→ **Work to complete**: Search the data for the string "Hall", and report each line where it is found.

=-=-=

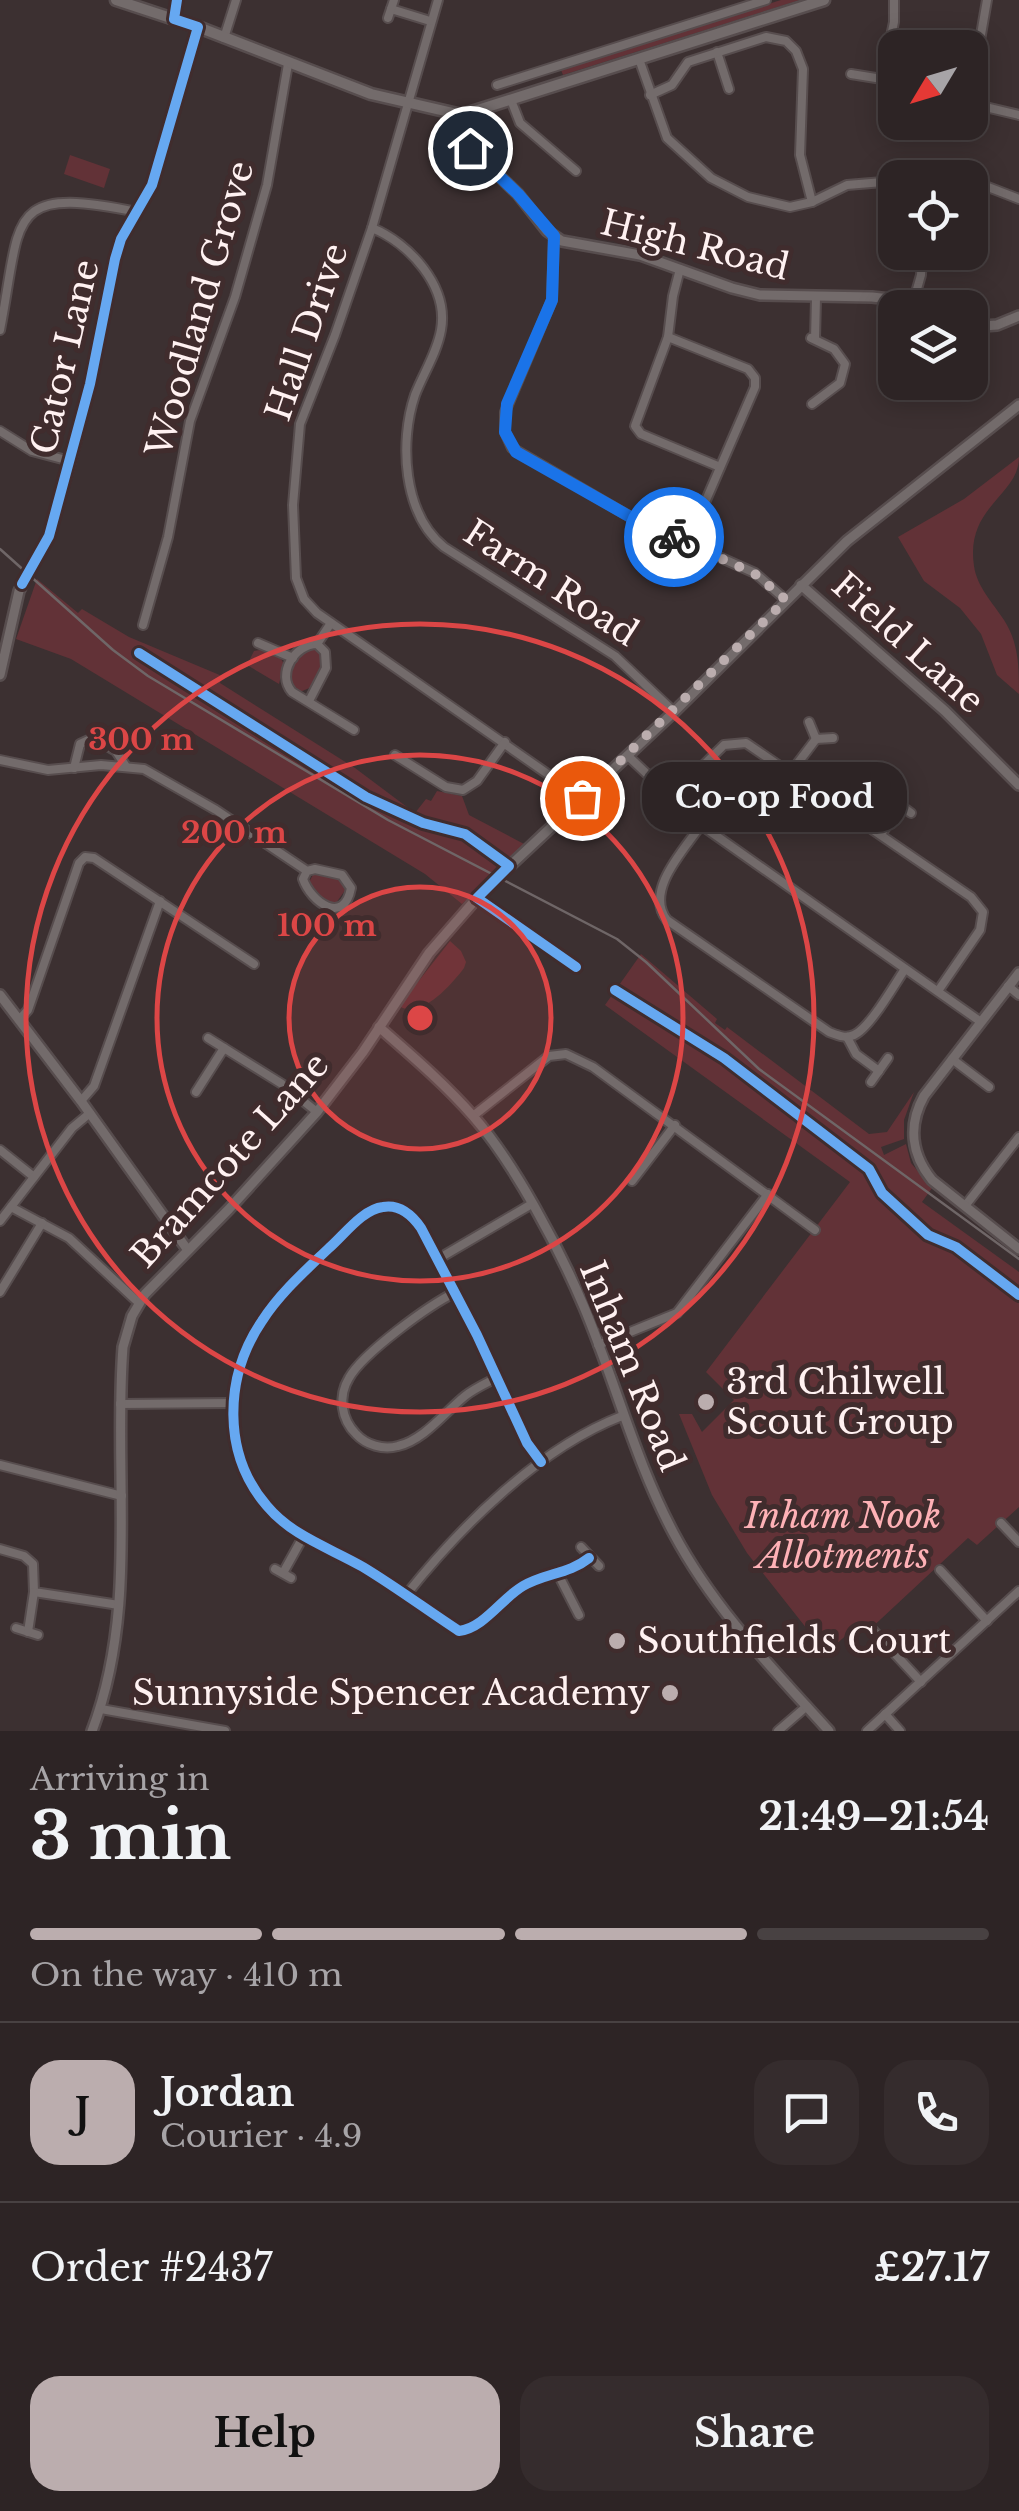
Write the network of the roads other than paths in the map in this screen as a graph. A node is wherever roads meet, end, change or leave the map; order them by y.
1 (116, 0) edge
2 (177, 0) edge
3 (236, 0) edge
4 (438, 0) edge
5 (766, 0) edge
6 (894, 0) edge
7 (987, 0) edge
8 (818, 1) edge
9 (391, 9) edge
10 (174, 19) junction
11 (430, 22) junction
12 (198, 28) junction
13 (892, 30) edge
14 (982, 30) edge
15 (224, 38) junction
16 (717, 52) junction
17 (639, 59) junction
18 (288, 64) junction
19 (550, 68) junction
20 (504, 72) dead end
21 (850, 74) dead end
22 (878, 79) edge
23 (508, 82) junction
24 (497, 85) dead end
25 (556, 86) junction
26 (730, 89) dead end
27 (650, 95) junction
28 (511, 100) junction
29 (406, 104) junction
30 (988, 108) edge
31 (1019, 115) edge
32 (462, 116) junction
33 (574, 154) dead end
34 (566, 163) junction
35 (576, 171) dead end
36 (878, 181) edge
37 (988, 187) edge
38 (1019, 187) edge
39 (1017, 198) edge
40 (812, 202) junction
41 (137, 212) junction
42 (372, 228) junction
43 (554, 236) junction
44 (680, 268) junction
45 (0, 269) edge
46 (12, 271) junction
47 (816, 298) junction
48 (878, 298) edge
49 (1019, 316) edge
50 (988, 326) edge
51 (0, 330) edge
52 (668, 337) junction
53 (1019, 405) edge
54 (826, 407) dead end
55 (0, 432) edge
56 (70, 461) junction
57 (720, 466) junction
58 (697, 547) junction
59 (801, 586) junction
60 (786, 600) junction
61 (331, 623) junction
62 (143, 625) dead end
63 (258, 642) dead end
64 (317, 644) junction
65 (293, 658) junction
66 (0, 675) edge
67 (309, 701) junction
68 (674, 712) junction
69 (810, 722) dead end
70 (354, 730) dead end
71 (833, 738) dead end
72 (816, 739) junction
73 (505, 742) junction
74 (395, 755) dead end
75 (628, 756) junction
76 (0, 760) edge
77 (125, 765) junction
78 (74, 768) junction
79 (791, 772) junction
80 (1019, 785) edge
81 (671, 797) junction
82 (582, 798) junction
83 (912, 813) dead end
84 (701, 825) junction
85 (881, 834) junction
86 (308, 871) junction
87 (477, 898) junction
88 (160, 901) junction
89 (566, 960) junction
90 (254, 964) dead end
91 (576, 967) dead end
92 (905, 968) junction
93 (559, 971) dead end
94 (1019, 973) edge
95 (1008, 986) junction
96 (938, 992) junction
97 (0, 995) edge
98 (1019, 995) edge
99 (20, 1020) junction
100 (981, 1022) junction
101 (379, 1027) junction
102 (848, 1037) junction
103 (208, 1038) dead end
104 (224, 1048) junction
105 (888, 1058) dead end
106 (952, 1059) junction
107 (880, 1071) junction
108 (192, 1076) dead end
109 (202, 1082) junction
110 (872, 1082) dead end
111 (989, 1088) dead end
112 (196, 1092) dead end
113 (81, 1101) junction
114 (317, 1112) junction
115 (90, 1113) junction
116 (473, 1116) junction
117 (674, 1125) junction
118 (1019, 1137) edge
119 (0, 1150) edge
120 (34, 1177) junction
121 (632, 1180) dead end
122 (768, 1194) junction
123 (530, 1205) junction
124 (11, 1206) junction
125 (964, 1206) junction
126 (0, 1221) edge
127 (42, 1223) junction
128 (815, 1230) dead end
129 (187, 1249) junction
130 (1019, 1249) edge
131 (438, 1259) junction
132 (0, 1292) edge
133 (456, 1292) junction
134 (140, 1303) junction
135 (598, 1344) junction
136 (498, 1378) junction
137 (233, 1403) junction
138 (120, 1404) junction
139 (622, 1416) junction
140 (540, 1462) junction
141 (0, 1465) edge
142 (122, 1496) junction
143 (1001, 1523) dead end
144 (304, 1537) junction
145 (1019, 1542) edge
146 (581, 1547) dead end
147 (0, 1549) edge
148 (589, 1558) junction
149 (599, 1566) dead end
150 (940, 1570) dead end
151 (283, 1573) dead end
152 (558, 1574) junction
153 (34, 1592) junction
154 (1019, 1592) edge
155 (406, 1595) junction
156 (119, 1605) junction
157 (579, 1616) dead end
158 (987, 1621) junction
159 (16, 1628) dead end
160 (871, 1628) dead end
161 (921, 1682) junction
162 (807, 1706) junction
163 (101, 1709) junction
164 (885, 1714) junction
165 (92, 1731) edge
166 (225, 1731) edge
167 (778, 1731) edge
168 (829, 1731) edge
169 (867, 1731) edge
170 (900, 1731) edge

1 - 10 main road
2 - 10 street
3 - 15 street
4 - 11 street, Hall Drive
5 - 19 street
6 - 13 street
7 - 14 street
8 - 17 main road
9 - 11 street
10 - 12 main road
11 - 29 street, Hall Drive
12 - 15 main road
12 - 41 street, Cator Lane
15 - 18 main road
16 - 26 street
16 - 27 street
16 - 40 street
17 - 25 main road
17 - 27 street
18 - 29 main road
18 - 62 street, Woodland Grove
19 - 23 street
19 - 25 street
20 - 23 street
21 - 22 street
23 - 24 street
25 - 28 main road
27 - 40 street
28 - 32 main road
28 - 34 street
29 - 32 main road
29 - 42 street, Hall Drive
30 - 31 street
32 - 43 street, High Road
33 - 34 street
34 - 35 street
36 - 40 street
37 - 39 street
38 - 39 street
41 - 46 street
41 - 56 street, Cator Lane
42 - 61 street, Hall Drive
42 - 68 street, Farm Road
43 - 44 street, High Road
43 - 58 street
44 - 47 street, High Road
44 - 52 street
45 - 46 street
46 - 51 street
47 - 48 street, High Road
47 - 54 street
49 - 50 street
52 - 57 street
52 - 57 street
53 - 59 street, Bramcote Lane
55 - 56 street
56 - 66 street, Cator Lane
57 - 58 street
58 - 60 street
59 - 60 street, Bramcote Lane
59 - 80 street, Field Lane
60 - 68 street, Bramcote Lane
61 - 64 street
61 - 73 street, Hall Drive
63 - 65 street
64 - 65 street
64 - 67 street
65 - 67 street
67 - 70 street
68 - 75 street, Bramcote Lane
69 - 72 street
71 - 72 street
72 - 79 street
73 - 74 street
73 - 82 street, Hall Drive
75 - 81 street
75 - 82 street, Bramcote Lane
76 - 78 street
77 - 78 street
77 - 78 street
77 - 86 street
79 - 81 street
79 - 85 street
81 - 84 street
82 - 87 street, Bramcote Lane
83 - 85 street
84 - 92 street
84 - 102 street
85 - 96 street
86 - 86 street
87 - 89 street
87 - 101 street, Bramcote Lane
88 - 90 street
88 - 99 street
88 - 113 street
89 - 91 street
89 - 93 street
92 - 96 street
92 - 102 street
94 - 95 street
95 - 98 street
95 - 100 street
96 - 100 street
97 - 99 street
99 - 113 street
100 - 106 street
101 - 114 street, Bramcote Lane
101 - 116 street, Inham Road
102 - 107 street
103 - 104 street
104 - 109 street
104 - 114 street
105 - 107 street
106 - 111 street
106 - 125 street
107 - 110 street
108 - 109 street
109 - 112 street
113 - 115 street
114 - 129 street, Bramcote Lane
115 - 120 street
115 - 129 street
116 - 117 street
116 - 123 street, Inham Road
117 - 121 street
117 - 122 street
118 - 125 street
119 - 120 street
120 - 124 street
122 - 128 street
122 - 135 street
123 - 131 street
123 - 135 street, Inham Road
124 - 126 street
124 - 127 street
125 - 130 street
127 - 132 street
127 - 134 street
129 - 134 street, Bramcote Lane
131 - 133 street
131 - 137 street
133 - 136 street
133 - 136 street
134 - 138 street, Bramcote Lane
135 - 139 street, Inham Road
136 - 140 street
137 - 138 street
137 - 144 street
138 - 142 street, Bramcote Lane
139 - 140 street
139 - 162 street, Inham Road
140 - 155 street
141 - 142 street
142 - 156 street, Bramcote Lane
143 - 145 street
144 - 151 street
144 - 155 street
146 - 148 street
147 - 153 street
148 - 149 street
148 - 152 street
150 - 158 street
152 - 155 street
152 - 157 street
153 - 156 street
153 - 159 street
154 - 158 street
156 - 163 street, Bramcote Lane
158 - 161 street
160 - 161 street
161 - 164 street
162 - 167 street
162 - 168 street, Inham Road
163 - 165 street, Bramcote Lane
163 - 166 street
164 - 169 street
164 - 170 street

=-=-=

→ **Written solution**:
4 - 11 street, Hall Drive
11 - 29 street, Hall Drive
29 - 42 street, Hall Drive
42 - 61 street, Hall Drive
61 - 73 street, Hall Drive
73 - 82 street, Hall Drive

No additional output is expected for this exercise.